The Centaurs - Personal Life

Personal Life

Self-conscious and introverted in private, McCay was nevertheless a charismatic showman and self-promoter, and maintained several lifelong friendships. He stood barely five feet (150 cm) tall, and felt dominated by his wife, who was nearly as tall as he was.

His mother often visited him in Brooklyn, and attended Little Nemo's Philadelphia premiere. She died in Edmore, Michigan, in 1927.

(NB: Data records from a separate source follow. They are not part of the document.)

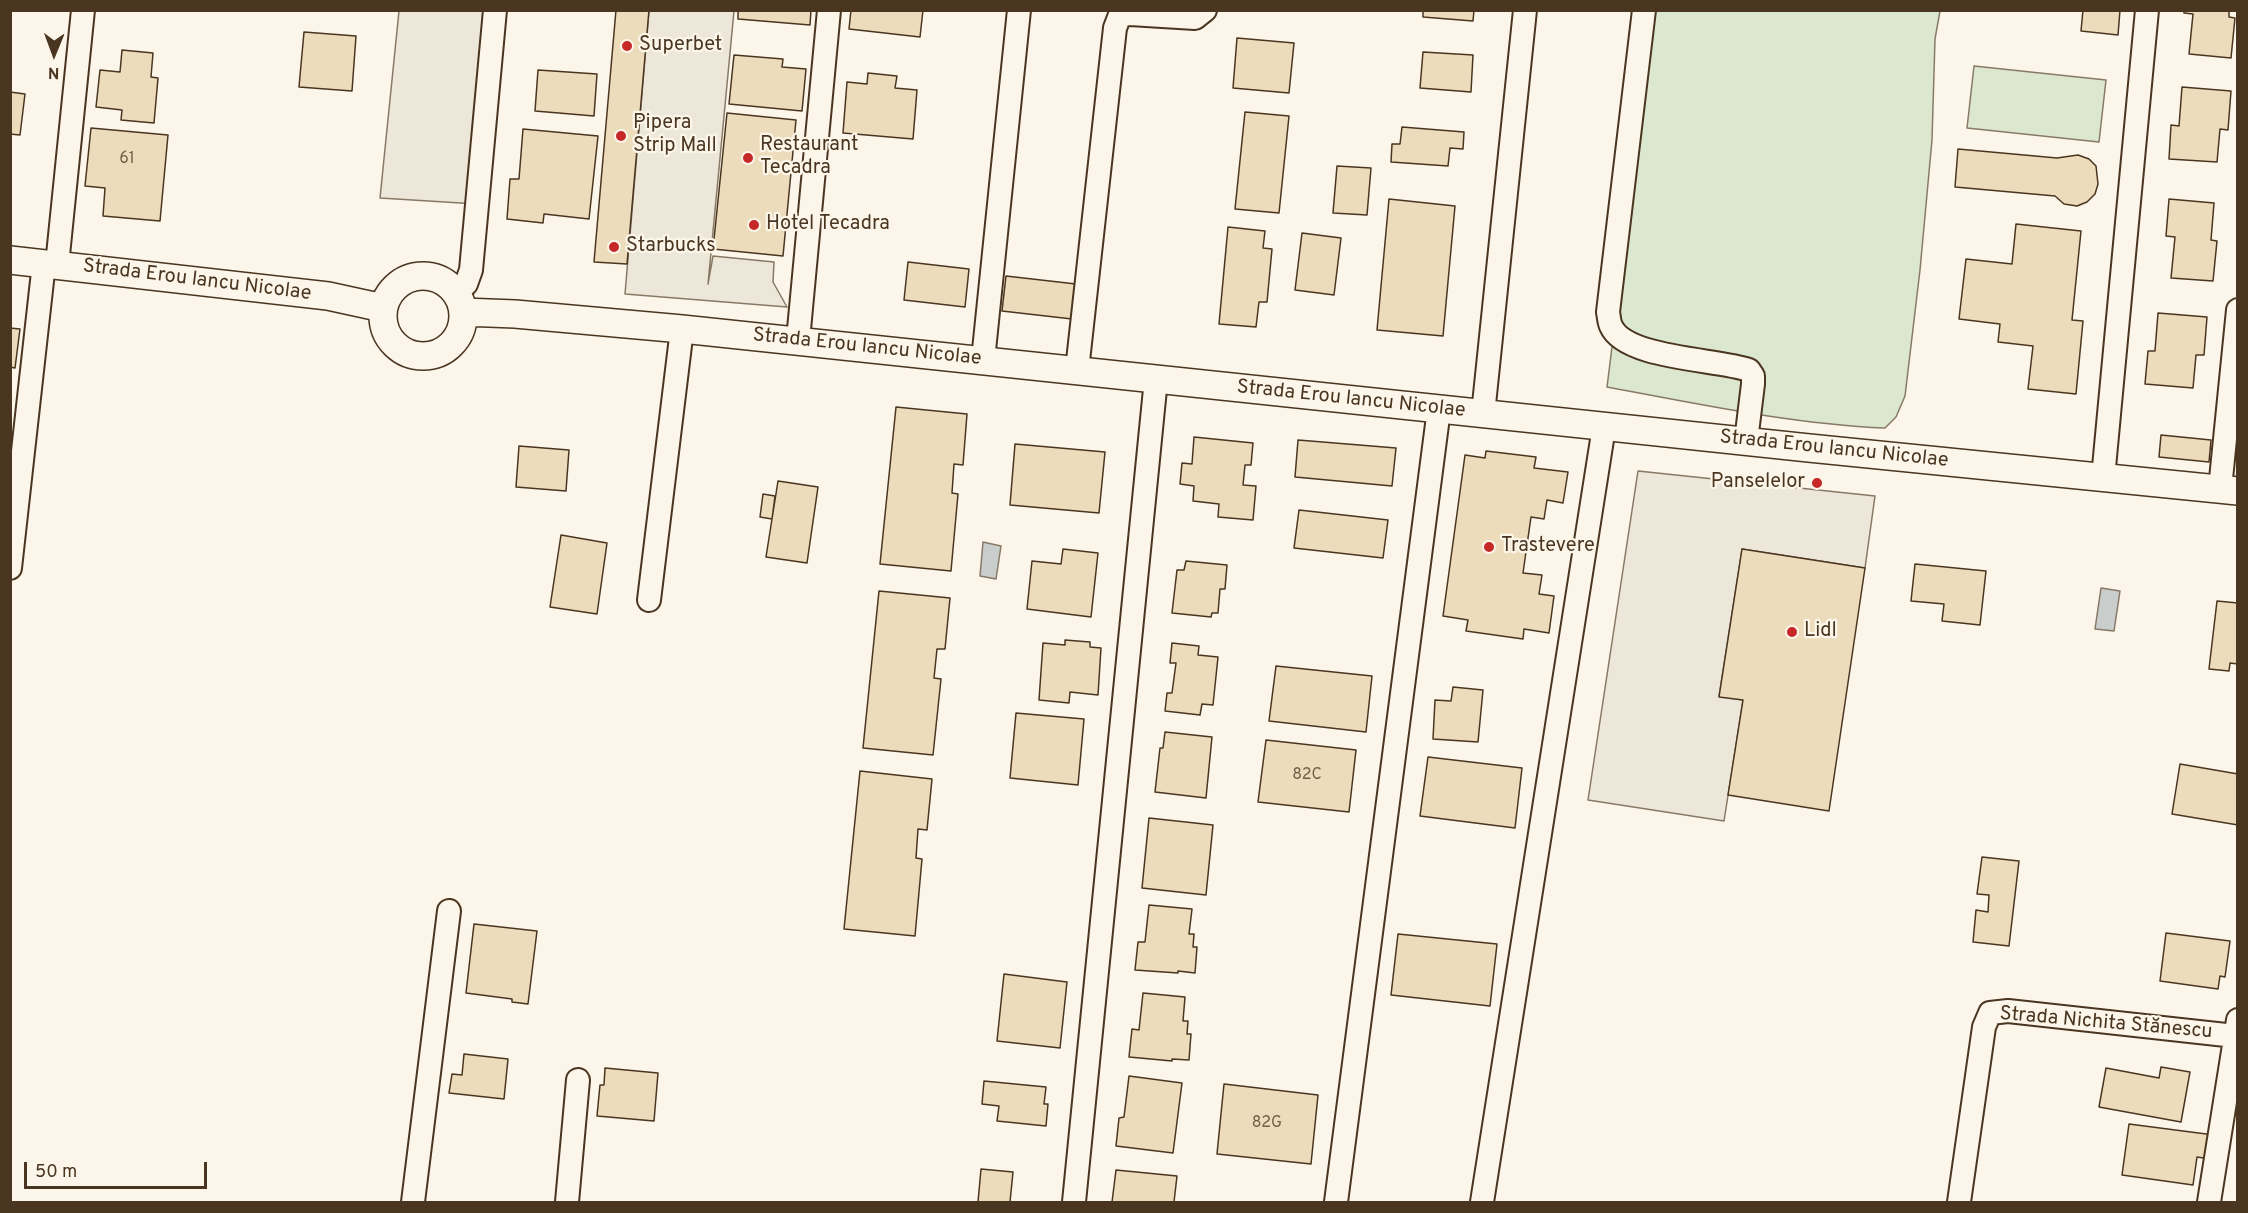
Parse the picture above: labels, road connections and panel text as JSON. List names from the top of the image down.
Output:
{
  "streets": {
    "street": ["Strada Erou Iancu Nicolae", "Strada Nichita Stănescu"]
  },
  "places": [
    "Superbet",
    "Pipera Strip Mall",
    "Restaurant Tecadra",
    "Hotel Tecadra",
    "Starbucks",
    "Panselelor",
    "Trastevere",
    "Lidl"
  ],
  "house_numbers": ["61", "82C", "82G"],
  "scale_bar": "50 m",
  "north": "bottom"
}
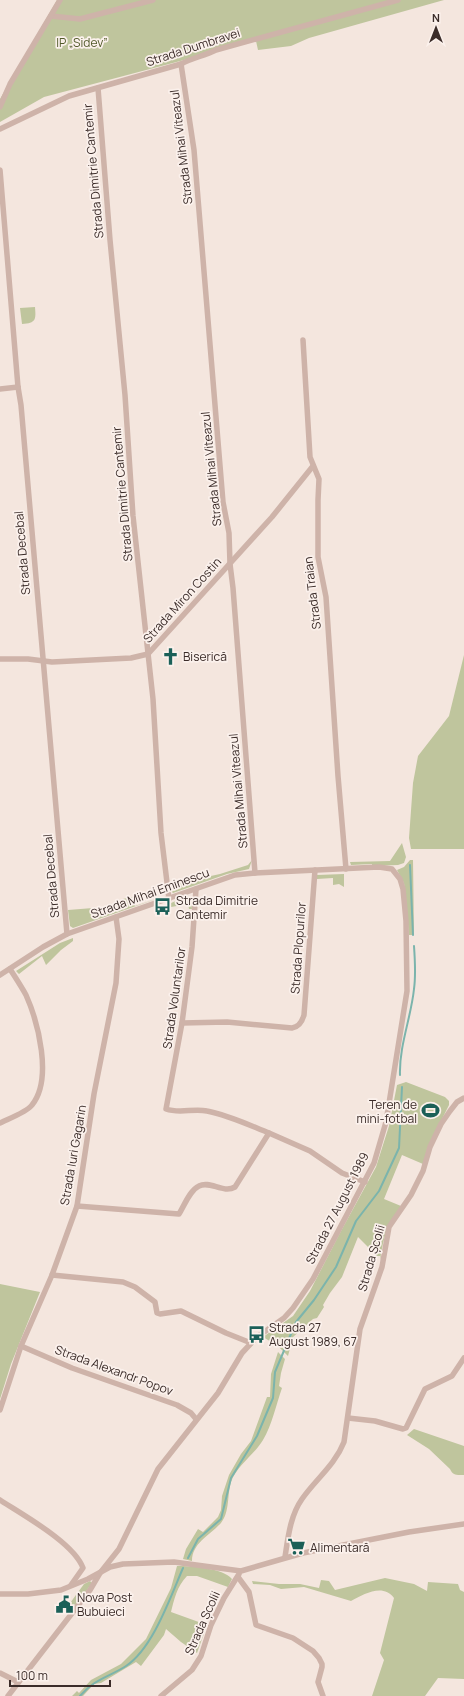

McCay married Maude Leonore Dufour, the youngest of three daughters of French-Canadian carriage painter John Dufour. About a decade separated the couple's ages. Biographer Canemaker speculates this may explain the lack of certainty behind McCay's birthdate, even by McCay himself, as he may have tried to downplay the age gap by lying about his birthdate. Maude was also reportedly age-conscious. She insisted on being called "Nan" instead of "Grandma", and kept her hair dyed black until her death at age seventy-two. The couple had two children: Robert Winsor, born June 21, 1896; and Marion Elizabeth, born August 22, 1897.

McCay was agnostic, and believed in reincarnation. He was a lifelong member of the Freemasons, which he may have joined as early as when he was living in Chicago. His father had also been a Freemason, and was buried in 1915 with full Masonic rites, with funerals arranged by his Masonic lodges in both Woodstock, Ontario, and Edmore, Michigan.

McCay's brother Arthur was placed in a mental hospital in Traverse City, Michigan on March 7, 1898, where he stayed until his death from bronchopneumonia and arteriosclerosis on June 15, 1946. He never received family visits. McCay never let his children know about his brother, nor did they know about the existence of his sister Mae, who died in 1910.

McCay was a light but frequent drinker; he drank for comraderie, rather than for a love of drinking. He was an avid reader of poetry, plays and novels; he admired W. B. Yeats, knew the works of Percy Bysshe Shelley and John Keats, and could quote the Bible and Shakespeare.